The haiku masters wrote more than 300 years ago, while I have been intractably drawn to this alluring art form for barely a few years.

Here are a few haiku extracted from my book, 101 Haiku by Dinesh Raheja (Om Books International), which I have handpicked for the readers.

 goldfish in a bowl

opens a Facebook account

–she loves the spotlight

clouds empty themselves

into seas pregnant with hope

one empties one fills

owl, eerie but true:

my conscience stares at me

through your yellow eyes

a tree drops a leaf

silently in the forest

–trees don’t grieve lost leaves

they sit in black robes

in a plateau of silence

meditating rocks

pigeon struts atop

Empire State Building, New York

…without a ticket

facing each other

–the islands kept apart by

a sea of ego

There is a slow but steadily growing club of haiku fans. When Vidya Balan was introduced to Haiku by me, she was drawn to their alluring simplicity. She said, “The crisp three-line poems are easily comprehensible yet profound.” Lyricist Varun Grover, who has penned the beautiful song, “Yeh moh moh ke dhaage” as well as the afterword to my book said, “In his haiku reside many worlds of empathy, sensitivity, and gentle humour.”
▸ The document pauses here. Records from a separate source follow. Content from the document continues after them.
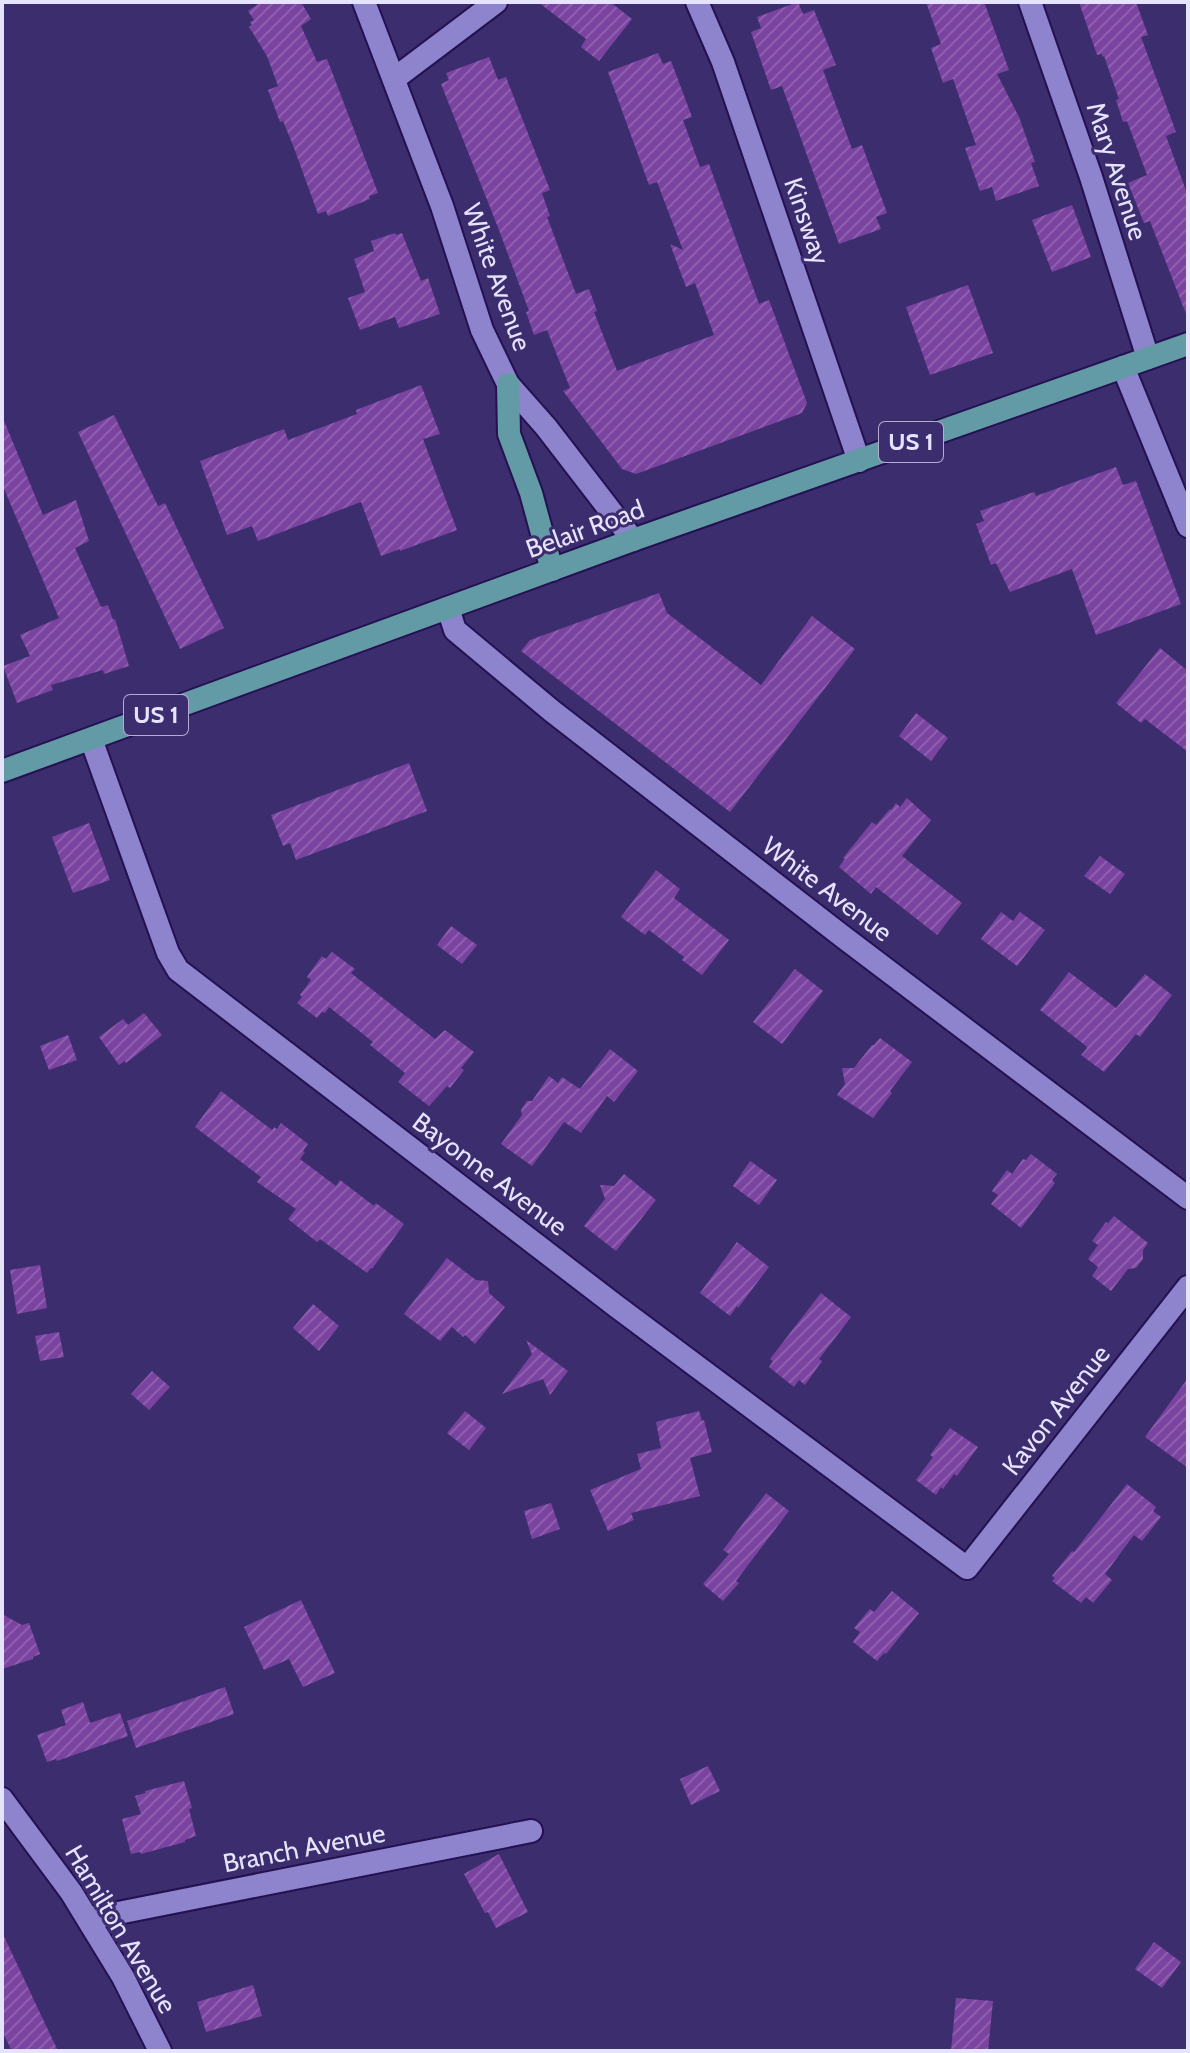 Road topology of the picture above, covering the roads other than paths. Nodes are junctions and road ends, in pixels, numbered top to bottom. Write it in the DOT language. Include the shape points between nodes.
graph roads {
  1 [pos="364,2"];
  2 [pos="496,2"];
  3 [pos="697,2"];
  4 [pos="1030,2"];
  5 [pos="394,79"];
  6 [pos="1188,344"];
  7 [pos="1148,358"];
  8 [pos="1123,367"];
  9 [pos="508,384"];
  10 [pos="859,461"];
  11 [pos="1188,526"];
  12 [pos="633,540"];
  13 [pos="552,570"];
  14 [pos="448,608"];
  15 [pos="91,739"];
  16 [pos="2,771"];
  17 [pos="1188,1198"];
  18 [pos="1188,1287"];
  19 [pos="967,1568"];
  20 [pos="2,1799"];
  21 [pos="531,1831"];
  22 [pos="88,1919"];
  23 [pos="160,2051"];
  1 -- 5 [label="street, White Avenue"];
  2 -- 5 [label="street"];
  3 -- 10 [label="street, Kinsway" via="723,62"];
  4 -- 7 [label="street, Mary Avenue"];
  5 -- 9 [label="street, White Avenue" via="482,330"];
  6 -- 7 [label="main road, Belair Road / US 1"];
  7 -- 8 [label="main road, Belair Road / US 1"];
  8 -- 10 [label="main road, Belair Road / US 1"];
  8 -- 11 [label="street"];
  9 -- 12 [label="street, White Avenue"];
  9 -- 13 [label="main road" via="509,434"];
  10 -- 12 [label="main road, Belair Road / US 1"];
  12 -- 13 [label="main road, Belair Road / US 1"];
  13 -- 14 [label="main road, Belair Road / US 1"];
  14 -- 15 [label="main road, Belair Road / US 1"];
  14 -- 17 [label="street, White Avenue" via="455,630 552,711"];
  15 -- 16 [label="main road, Belair Road / US 1"];
  15 -- 19 [label="street, Bayonne Avenue" via="178,970"];
  18 -- 19 [label="street, Kavon Avenue"];
  20 -- 22 [label="street, Hamilton Avenue"];
  21 -- 22 [label="street, Branch Avenue"];
  22 -- 23 [label="street, Hamilton Avenue"];
}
Meghna Gulzar, the acclaimed director of Raazi and daughter of the renowned poet-lyricist Gulzar said she is drawn to Haiku because she has a soft spot for brevity. When she released my book, she added, “To be able to communicate a thought in as little as possible is something after my heart.”

Happily, haiku has a following across all walks of life now. A recent convert to haiku, finance professional Aniket Ghatnekar opines, “Haiku is an epiphany in 17 syllables. It has made me observant and consequently appreciative of nature.”

Dhrupad Karwa, the co-founder of HaikuJAM, a group launched in March 2015 to encourage Haiku writers, says, “At HaikuJAM three people write a haiku together; they jam to create a haiku. Haiku captures the essence and is very precious in our exceedingly fast-paced and complex world. We take the principles of haiku and apply them in a digital collaborative context at a huge scale to help people find their voice, be heard and understood, and ultimately feel less alone.”

Haiku, for me, is a three-line seduction into the world of aesthetics and art. I recommend it to all poetry lovers.